European pension funds warned over impact of Dodd-Frank rules
GLOBAL - Consultants have advised European pension schemes to suspend their derivatives trades with US companies until the Dodd-Frank rules is amended.
These rules stipulate that any pension scheme that enters into an agreement with a US-based organisation or any of its global subsidiaries will be required to use central clearing for derivatives trading.
While the European Parliament last month agreed to exempt pension funds from the EMIR directive on over-the-counter (OTC) derivatives for a period of three years, the Dodd-Frank regulation in the US could jeopardise part of this exemption.
The initial EMIR text said the clearing obligation should not apply to pension schemes until central counterparties develop a "suitable technical solution" for the transfer of non-cash collateral for variation margin.
Under the US directive, however, pension funds and banks that enter into a non-centrally cleared trade will have to post additional margin.
Along the same lines, if a trade is clearable, the two parties will have to enter into central clearing.

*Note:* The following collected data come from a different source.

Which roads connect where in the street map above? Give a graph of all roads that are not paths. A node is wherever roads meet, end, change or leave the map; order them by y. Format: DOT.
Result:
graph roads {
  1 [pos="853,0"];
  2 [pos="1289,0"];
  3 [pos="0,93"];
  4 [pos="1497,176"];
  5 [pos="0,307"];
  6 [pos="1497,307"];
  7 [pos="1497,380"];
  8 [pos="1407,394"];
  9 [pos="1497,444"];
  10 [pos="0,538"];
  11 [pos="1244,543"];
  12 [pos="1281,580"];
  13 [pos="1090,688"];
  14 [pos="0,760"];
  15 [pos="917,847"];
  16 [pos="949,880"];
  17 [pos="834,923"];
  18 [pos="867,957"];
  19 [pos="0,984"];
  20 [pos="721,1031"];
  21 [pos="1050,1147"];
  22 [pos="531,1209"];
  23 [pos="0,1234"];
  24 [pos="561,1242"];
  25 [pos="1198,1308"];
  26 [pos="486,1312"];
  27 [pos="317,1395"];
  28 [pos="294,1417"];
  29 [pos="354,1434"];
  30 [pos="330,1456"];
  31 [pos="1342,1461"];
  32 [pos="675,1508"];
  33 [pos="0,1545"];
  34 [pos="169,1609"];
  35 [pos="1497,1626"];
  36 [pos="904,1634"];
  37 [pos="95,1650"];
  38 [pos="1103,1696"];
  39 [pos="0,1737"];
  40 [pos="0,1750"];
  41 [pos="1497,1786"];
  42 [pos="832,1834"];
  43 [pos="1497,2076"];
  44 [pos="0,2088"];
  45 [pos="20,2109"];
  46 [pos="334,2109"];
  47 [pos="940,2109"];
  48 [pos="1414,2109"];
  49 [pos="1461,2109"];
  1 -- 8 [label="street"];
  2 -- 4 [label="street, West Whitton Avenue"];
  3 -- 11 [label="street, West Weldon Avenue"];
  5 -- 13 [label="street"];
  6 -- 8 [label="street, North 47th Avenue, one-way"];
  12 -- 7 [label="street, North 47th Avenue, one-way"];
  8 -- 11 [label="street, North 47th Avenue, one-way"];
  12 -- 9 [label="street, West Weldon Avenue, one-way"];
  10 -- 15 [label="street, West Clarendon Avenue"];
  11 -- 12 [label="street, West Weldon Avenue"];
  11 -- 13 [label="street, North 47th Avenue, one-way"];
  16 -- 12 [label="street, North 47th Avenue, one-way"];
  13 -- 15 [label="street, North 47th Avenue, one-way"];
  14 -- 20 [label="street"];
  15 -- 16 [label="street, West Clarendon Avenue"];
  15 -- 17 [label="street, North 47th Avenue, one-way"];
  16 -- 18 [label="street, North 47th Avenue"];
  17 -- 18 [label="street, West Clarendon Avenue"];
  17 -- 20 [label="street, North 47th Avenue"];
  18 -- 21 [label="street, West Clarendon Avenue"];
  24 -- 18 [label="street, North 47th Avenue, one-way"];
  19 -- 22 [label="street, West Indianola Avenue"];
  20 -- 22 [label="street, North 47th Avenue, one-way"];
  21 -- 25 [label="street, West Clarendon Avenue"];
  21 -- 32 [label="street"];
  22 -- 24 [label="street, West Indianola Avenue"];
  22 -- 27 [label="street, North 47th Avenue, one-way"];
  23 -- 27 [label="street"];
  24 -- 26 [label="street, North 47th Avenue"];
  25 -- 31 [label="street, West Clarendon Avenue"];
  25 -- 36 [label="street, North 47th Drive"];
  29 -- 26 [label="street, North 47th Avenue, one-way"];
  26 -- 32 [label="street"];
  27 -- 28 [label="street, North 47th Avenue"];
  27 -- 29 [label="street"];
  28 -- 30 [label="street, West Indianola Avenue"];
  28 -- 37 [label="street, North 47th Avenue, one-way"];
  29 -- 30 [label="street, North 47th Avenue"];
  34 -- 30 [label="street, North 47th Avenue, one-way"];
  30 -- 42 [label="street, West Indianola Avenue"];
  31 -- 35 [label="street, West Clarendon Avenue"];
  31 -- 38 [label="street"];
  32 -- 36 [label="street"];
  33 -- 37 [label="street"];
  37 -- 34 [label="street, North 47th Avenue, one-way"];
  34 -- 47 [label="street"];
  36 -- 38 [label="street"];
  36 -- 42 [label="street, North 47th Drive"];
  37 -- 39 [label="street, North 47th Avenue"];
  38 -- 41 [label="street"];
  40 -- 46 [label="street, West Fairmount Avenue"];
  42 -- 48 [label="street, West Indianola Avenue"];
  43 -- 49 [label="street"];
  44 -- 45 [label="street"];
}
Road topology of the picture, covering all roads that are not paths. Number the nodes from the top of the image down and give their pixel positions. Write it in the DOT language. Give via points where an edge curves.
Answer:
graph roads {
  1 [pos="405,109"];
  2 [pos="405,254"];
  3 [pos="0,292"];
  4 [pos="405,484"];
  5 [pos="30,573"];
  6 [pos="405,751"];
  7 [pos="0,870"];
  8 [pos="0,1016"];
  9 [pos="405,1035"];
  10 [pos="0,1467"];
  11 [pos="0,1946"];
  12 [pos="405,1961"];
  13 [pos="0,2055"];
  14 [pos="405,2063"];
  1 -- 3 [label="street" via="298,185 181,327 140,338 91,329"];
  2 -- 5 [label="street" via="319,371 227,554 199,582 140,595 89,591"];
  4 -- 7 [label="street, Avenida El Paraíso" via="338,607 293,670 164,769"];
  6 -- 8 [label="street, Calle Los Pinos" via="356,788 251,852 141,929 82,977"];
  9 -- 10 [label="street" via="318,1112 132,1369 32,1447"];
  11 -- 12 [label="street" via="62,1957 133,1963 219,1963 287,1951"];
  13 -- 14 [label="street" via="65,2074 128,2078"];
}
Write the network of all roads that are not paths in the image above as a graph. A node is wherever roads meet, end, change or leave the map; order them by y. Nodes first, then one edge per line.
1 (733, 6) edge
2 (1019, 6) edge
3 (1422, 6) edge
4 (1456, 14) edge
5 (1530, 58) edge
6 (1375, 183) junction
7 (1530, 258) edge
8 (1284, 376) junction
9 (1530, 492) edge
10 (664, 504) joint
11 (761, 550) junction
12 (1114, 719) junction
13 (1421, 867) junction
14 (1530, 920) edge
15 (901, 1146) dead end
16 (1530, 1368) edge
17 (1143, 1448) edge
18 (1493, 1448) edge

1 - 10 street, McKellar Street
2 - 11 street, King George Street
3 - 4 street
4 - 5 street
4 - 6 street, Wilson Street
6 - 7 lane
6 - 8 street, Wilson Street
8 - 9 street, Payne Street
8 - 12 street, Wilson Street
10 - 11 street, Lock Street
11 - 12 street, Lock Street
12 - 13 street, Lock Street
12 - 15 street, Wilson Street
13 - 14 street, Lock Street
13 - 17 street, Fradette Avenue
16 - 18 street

In addition, the US regulation states that every US bank, as well as its branches and/or overseas subsidiaries, is subject to Dodd-Frank rules.
European pension funds entering into swap agreements with US banks located in Europe will therefore be subject to the same central clearing requirements.
As a result, a number of consultants are now advising pension schemes in the UK and on the Continent to suspend their derivatives trades with US entities until the Dodd-Frank rules are changed.
A source from a US custodian bank in London told IPE: "The argument coming from the US regulators is that overseas branches and subsidiaries are subject to the same central clearing requirements as their US parent company due to the fact their legal entity is still based in the US.
"The grown-up approach to adopt by the US regulators would be to agree on the fact that, while a branch should still be regulated by the Dodd-Frank rules, a subsidiary should be exempted.
"In the meantime, pension funds are likely to either reduce the volume of trades with US banks or to suspend them completely - at least temporarily - in order to lower the cost related to the use of central clearing."
According to the same source, although US regulators are not yet planning to amend the rules on that particular issue, several US banks are now looking to restructure their overseas branches into foreign subsidiaries, with the view that an exemption will be granted in future.
"That way," the source said, "pension schemes will be allowed to trade with subsidiaries of US banks without necessarily having to enter into central clearing agreements and will therefore avoid any additional costs."